O governo do Reino Unido anunciou nesta segunda-feira (15) que vai impor uma norma para que menores de 16 anos não tenham acesso às redes sociais no país.
Em comunicado, a gestão liderada pelo premiê trabalhista Keir Starmer alegou que seu objetivo é que “as crianças tenham sua infância de volta”, “com menos tempo para navegar e mais tempo para brincar”.
De acordo com a nota, o governo britânico planejou repetir o modelo adotado pela Austrália e ampliá-lo.
“Isso abrange plataformas de usuário para usuário, cujo propósito é permitir a interação social e que permite que os usuários publiquem conteúdo, juntamente com algoritmos. A proibição, portanto, incluirá plataformas como Snapchat, TikTok, YouTube, Instagram, Facebook e X. Não incluirá serviços de mensagens como WhatsApp e Signal na interferência de interferências sociais”, declarou a gestão trabalhista.
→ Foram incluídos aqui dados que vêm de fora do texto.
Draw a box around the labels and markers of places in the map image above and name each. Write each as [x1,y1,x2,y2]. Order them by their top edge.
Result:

O comunicado mencionou que também serão implantados “bloqueios pioneiros no mundo para funções protetoras, como especiais ao vivo e comunicação de estranhos com crianças menores de 16 anos”.
“Essas restrições – que, adicionalmente com a concessão [de redes sociais]são mais abrangentes do que em qualquer outro país – se aplicarão a uma gama mais ampla de serviços online, incluindo sites de jogos”, disse o governo do Reino Unido.
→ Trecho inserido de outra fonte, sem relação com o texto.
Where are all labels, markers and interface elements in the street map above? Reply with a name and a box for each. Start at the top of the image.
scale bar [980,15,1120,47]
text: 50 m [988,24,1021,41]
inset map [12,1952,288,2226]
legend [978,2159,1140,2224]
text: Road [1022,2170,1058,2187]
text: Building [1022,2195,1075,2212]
“Restrições a essas funcionalidades também serão ativadas por padrão para menores de 16 e 17 anos, a fim de evitar um colapso aos 16 anos. O governo também analisará com mais detalhes [as possibilidades de] toques de passar noturnos e noturnos na rolagem infinita para menores de 18 anos e divulgará mais detalhes em julho”, acrescentou.
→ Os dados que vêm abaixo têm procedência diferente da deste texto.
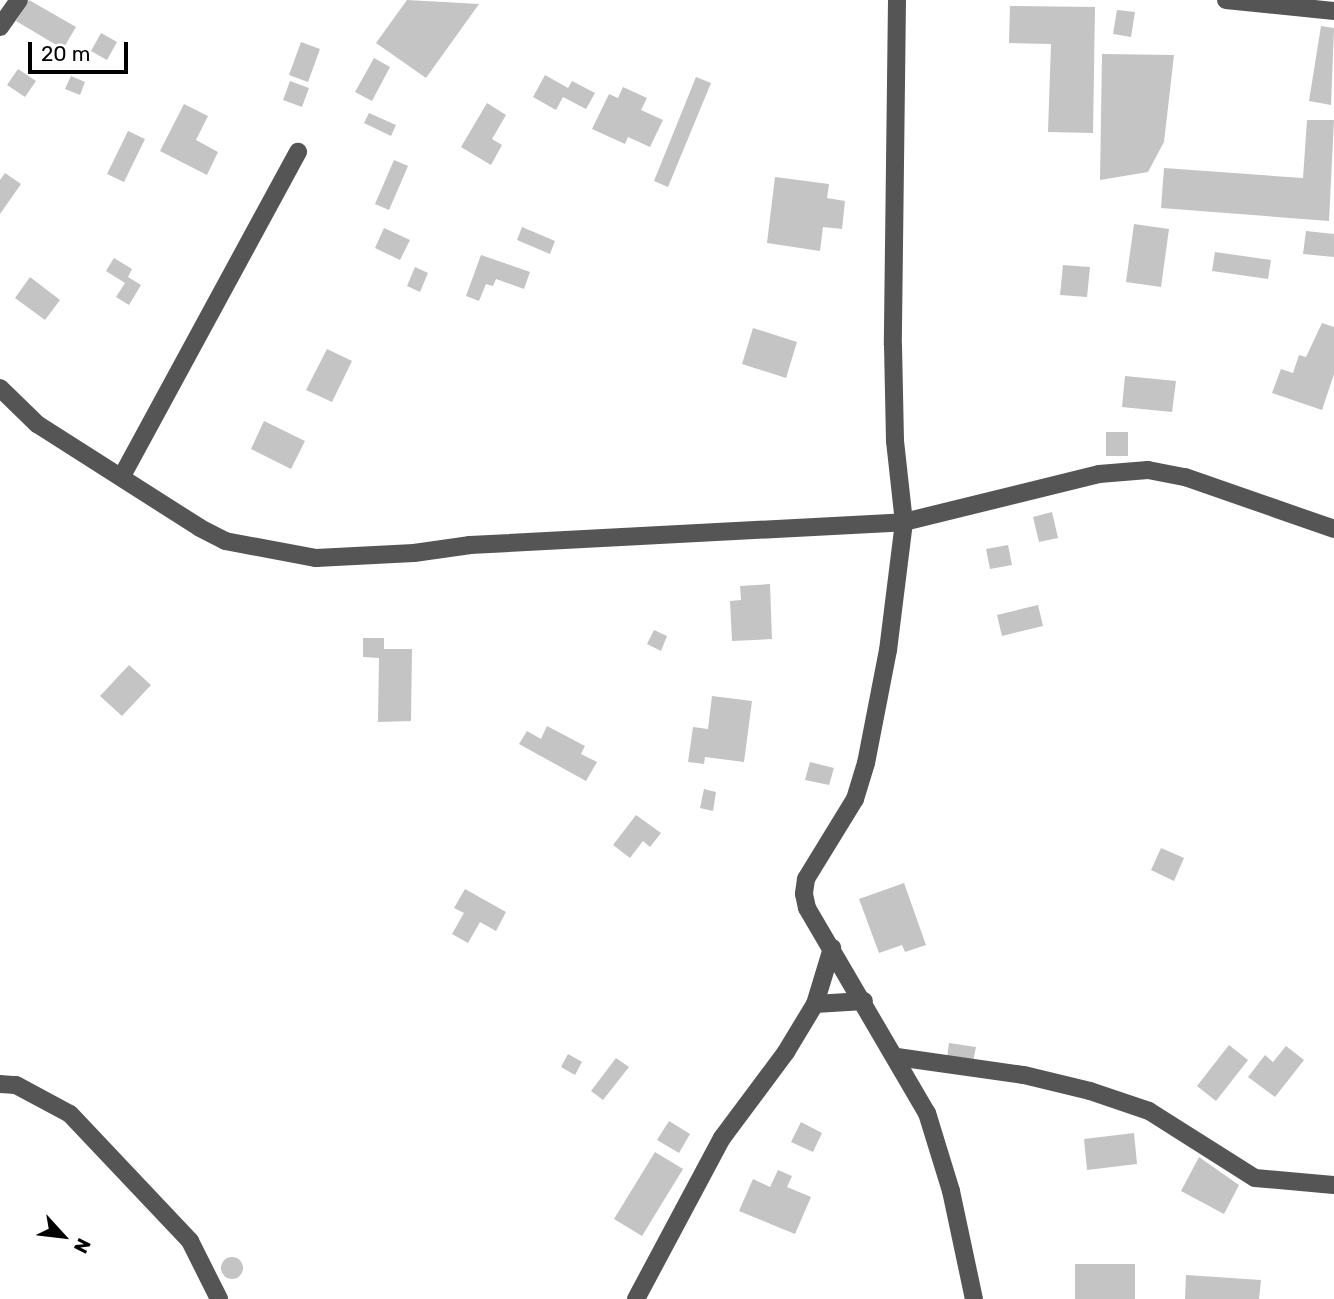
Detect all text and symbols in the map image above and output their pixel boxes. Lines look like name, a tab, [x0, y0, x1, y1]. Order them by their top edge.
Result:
scale bar	[32, 28, 131, 72]
text: 20 m	[41, 41, 90, 66]
north arrow	[28, 1201, 98, 1271]
text: N	[69, 1234, 96, 1257]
Outra norma será que os chamados chatbots de “companheiros românticos” com IA, destinados a simular relacionamentos sexuais ou jogos de interpretação de papéis com os usuários, deverão exigir uma idade mínima de 18 anos. “Funcionalidades íntimas semelhantes serão restritas para menores de 18 anos em chatbots com IA de forma mais ampla”, disse o comunicado.
Segundo a agência Reuters, o YouTube afirmou ter investido em “experiências adequadas à idade e lideradas por especialistas, além de proteções padrão para adolescentes há mais de uma década” e disse que a plataforma “é um recurso vital para jovens, educadores e pais”.
De acordo com a agência britânica, o Snapchat argumentou que uma desconexão total dos adolescentes de mensagens privadas com amigos e familiares, que representam a maior parte do tempo gasto no serviço.
Já a Meta, proprietária do Facebook e do Instagram, alegou que a experiência na Austrália indica que os vetos governamentais geram o risco de isolar os adolescentes das comunidades online, levando-os a alternativas não regulamentadas que carecem de proteções e controles parentais.